[Saved data entries]
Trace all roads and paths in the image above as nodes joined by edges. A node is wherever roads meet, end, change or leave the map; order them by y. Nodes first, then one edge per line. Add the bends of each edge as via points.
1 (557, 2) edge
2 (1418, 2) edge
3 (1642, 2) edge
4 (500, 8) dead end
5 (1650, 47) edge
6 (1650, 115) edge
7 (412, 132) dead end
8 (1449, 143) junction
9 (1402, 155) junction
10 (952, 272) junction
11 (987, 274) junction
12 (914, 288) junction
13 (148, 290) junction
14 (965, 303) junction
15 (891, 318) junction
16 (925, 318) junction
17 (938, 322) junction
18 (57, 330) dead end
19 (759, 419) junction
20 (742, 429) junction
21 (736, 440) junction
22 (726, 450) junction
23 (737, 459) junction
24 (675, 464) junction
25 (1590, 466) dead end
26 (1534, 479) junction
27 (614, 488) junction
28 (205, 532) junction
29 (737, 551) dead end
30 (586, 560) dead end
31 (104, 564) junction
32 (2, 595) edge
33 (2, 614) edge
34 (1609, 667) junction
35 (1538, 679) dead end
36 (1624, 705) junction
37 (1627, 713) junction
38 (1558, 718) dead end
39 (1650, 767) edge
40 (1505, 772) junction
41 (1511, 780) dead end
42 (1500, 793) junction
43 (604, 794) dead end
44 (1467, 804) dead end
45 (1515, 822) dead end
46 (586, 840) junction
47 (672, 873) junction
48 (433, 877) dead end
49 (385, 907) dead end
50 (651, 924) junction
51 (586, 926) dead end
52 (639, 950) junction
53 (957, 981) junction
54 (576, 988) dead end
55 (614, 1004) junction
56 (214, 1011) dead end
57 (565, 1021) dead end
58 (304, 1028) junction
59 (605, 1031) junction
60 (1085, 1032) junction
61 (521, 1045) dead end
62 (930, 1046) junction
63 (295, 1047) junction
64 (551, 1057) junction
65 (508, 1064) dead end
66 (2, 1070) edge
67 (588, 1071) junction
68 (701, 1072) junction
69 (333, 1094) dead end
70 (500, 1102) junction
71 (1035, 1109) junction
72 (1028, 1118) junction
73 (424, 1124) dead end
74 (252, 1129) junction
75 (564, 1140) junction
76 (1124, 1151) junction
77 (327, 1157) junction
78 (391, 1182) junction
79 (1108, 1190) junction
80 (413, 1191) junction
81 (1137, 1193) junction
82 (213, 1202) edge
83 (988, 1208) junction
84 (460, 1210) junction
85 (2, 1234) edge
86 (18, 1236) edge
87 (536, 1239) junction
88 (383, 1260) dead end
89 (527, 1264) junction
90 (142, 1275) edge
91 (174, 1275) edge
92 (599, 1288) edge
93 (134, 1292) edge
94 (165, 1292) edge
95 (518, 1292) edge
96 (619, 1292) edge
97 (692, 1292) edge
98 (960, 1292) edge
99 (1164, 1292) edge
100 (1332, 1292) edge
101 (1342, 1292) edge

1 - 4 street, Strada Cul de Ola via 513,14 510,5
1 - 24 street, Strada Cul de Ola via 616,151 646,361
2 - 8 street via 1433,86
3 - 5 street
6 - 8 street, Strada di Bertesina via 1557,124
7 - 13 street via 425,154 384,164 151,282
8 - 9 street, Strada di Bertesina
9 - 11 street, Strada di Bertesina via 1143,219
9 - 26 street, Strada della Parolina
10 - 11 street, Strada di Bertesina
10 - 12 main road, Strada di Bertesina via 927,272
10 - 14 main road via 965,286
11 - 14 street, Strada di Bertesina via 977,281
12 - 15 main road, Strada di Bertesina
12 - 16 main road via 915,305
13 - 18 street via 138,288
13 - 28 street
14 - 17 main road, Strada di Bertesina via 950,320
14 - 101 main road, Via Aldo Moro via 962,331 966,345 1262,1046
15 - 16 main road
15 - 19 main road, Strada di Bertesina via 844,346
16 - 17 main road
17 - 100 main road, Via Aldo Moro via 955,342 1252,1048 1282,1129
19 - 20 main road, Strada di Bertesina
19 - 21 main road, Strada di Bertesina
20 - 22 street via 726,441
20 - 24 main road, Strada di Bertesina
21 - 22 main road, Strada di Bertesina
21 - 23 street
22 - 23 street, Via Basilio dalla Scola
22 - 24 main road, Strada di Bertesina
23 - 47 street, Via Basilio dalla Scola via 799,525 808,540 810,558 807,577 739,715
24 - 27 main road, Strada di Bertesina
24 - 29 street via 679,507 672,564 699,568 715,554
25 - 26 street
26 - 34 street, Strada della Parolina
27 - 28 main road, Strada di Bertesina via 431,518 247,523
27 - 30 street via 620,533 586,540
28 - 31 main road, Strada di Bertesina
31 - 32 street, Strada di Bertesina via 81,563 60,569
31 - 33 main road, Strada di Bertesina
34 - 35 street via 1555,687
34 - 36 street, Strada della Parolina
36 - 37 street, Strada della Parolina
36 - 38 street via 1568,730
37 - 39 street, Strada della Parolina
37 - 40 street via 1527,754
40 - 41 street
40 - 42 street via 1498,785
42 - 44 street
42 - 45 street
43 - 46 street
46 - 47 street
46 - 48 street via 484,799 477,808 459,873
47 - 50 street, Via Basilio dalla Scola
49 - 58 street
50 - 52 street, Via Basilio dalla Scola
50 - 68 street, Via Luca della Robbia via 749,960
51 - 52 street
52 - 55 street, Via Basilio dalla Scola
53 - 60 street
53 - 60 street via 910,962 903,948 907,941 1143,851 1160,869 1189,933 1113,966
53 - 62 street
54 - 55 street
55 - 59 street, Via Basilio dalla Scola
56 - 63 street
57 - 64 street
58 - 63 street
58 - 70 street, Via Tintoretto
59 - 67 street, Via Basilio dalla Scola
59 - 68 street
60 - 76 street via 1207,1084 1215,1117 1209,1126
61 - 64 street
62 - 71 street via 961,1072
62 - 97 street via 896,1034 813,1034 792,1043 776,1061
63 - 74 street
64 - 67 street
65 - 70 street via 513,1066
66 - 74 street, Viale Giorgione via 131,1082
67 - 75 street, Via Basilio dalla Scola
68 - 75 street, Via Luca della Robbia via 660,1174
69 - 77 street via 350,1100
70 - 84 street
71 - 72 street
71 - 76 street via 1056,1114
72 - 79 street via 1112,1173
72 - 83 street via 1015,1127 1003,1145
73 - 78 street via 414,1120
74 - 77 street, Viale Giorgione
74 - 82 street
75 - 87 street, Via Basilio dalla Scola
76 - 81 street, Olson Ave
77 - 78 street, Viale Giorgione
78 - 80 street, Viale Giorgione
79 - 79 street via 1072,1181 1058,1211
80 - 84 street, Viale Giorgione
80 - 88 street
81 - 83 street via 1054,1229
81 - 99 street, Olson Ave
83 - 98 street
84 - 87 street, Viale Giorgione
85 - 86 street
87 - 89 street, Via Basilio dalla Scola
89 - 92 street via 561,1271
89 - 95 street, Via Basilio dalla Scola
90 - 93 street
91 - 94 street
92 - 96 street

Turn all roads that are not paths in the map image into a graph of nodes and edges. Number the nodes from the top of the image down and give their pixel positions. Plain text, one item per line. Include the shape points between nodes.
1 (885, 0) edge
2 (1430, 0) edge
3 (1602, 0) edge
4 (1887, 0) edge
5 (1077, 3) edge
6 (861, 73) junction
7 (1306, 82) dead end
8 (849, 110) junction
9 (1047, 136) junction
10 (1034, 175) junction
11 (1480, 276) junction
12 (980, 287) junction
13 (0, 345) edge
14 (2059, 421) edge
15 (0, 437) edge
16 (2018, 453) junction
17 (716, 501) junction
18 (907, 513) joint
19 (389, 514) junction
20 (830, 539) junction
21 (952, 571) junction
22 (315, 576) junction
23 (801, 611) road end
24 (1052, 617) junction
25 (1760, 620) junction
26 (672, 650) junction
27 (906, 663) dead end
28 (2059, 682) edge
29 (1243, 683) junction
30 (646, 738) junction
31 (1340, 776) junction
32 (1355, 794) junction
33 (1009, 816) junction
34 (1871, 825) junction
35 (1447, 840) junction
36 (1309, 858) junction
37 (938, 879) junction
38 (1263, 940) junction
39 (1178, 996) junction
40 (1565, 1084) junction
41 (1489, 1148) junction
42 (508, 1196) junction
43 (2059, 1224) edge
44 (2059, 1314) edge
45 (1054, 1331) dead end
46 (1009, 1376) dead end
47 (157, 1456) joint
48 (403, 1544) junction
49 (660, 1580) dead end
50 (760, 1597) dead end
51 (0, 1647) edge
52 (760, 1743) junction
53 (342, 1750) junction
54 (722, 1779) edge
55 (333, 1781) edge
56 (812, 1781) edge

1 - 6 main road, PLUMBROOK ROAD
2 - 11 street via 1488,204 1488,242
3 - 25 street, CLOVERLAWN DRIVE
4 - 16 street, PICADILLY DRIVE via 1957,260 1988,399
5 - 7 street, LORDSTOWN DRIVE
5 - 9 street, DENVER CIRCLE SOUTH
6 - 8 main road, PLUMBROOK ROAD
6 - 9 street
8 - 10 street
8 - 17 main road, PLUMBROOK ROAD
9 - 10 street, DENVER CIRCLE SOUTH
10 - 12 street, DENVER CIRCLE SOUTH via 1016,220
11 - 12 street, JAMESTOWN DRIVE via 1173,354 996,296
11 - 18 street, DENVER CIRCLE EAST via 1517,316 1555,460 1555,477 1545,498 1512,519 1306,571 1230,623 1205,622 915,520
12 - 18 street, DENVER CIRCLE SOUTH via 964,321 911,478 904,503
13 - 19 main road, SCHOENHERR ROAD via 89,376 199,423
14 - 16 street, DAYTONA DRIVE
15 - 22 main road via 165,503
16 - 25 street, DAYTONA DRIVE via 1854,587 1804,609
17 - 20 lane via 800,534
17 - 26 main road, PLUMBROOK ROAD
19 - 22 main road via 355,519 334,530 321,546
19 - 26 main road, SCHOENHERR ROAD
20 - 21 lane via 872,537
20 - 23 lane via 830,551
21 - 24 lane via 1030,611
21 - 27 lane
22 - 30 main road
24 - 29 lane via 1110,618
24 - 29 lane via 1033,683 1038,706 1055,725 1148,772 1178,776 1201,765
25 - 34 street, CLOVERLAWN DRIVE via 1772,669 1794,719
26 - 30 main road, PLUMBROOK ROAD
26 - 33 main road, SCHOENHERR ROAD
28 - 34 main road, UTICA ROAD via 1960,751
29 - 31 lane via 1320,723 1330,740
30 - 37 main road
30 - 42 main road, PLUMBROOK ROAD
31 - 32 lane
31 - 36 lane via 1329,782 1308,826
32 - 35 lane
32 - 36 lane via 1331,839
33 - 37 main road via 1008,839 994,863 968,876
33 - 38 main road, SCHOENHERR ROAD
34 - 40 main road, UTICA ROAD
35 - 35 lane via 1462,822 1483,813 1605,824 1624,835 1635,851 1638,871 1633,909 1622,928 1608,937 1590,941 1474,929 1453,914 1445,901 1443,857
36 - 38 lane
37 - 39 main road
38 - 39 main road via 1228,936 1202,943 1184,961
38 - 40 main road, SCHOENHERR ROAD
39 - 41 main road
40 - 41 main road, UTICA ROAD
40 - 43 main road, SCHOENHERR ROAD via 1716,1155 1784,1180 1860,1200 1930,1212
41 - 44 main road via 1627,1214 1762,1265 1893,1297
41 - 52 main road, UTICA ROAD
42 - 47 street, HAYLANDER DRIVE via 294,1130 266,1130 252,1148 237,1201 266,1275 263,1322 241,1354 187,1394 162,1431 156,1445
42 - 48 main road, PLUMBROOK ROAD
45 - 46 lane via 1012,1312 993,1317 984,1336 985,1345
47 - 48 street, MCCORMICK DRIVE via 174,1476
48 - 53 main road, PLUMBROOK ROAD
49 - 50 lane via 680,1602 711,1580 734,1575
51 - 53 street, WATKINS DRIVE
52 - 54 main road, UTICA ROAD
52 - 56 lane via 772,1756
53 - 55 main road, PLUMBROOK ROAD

EXERCISE BRIEF
Among the entries above, identify all lines with "image" and copy them.

SOLUTION TO THIS PROBLEM
Trace all roads and paths in the image above as nodes joined by edges. A node is wherever roads meet, end, change or leave the map; order them by y. Nodes first, then one edge per line. Add the bends of each edge as via points.
Turn all roads that are not paths in the map image into a graph of nodes and edges. Number the nodes from the top of the image down and give their pixel positions. Plain text, one item per line. Include the shape points between nodes.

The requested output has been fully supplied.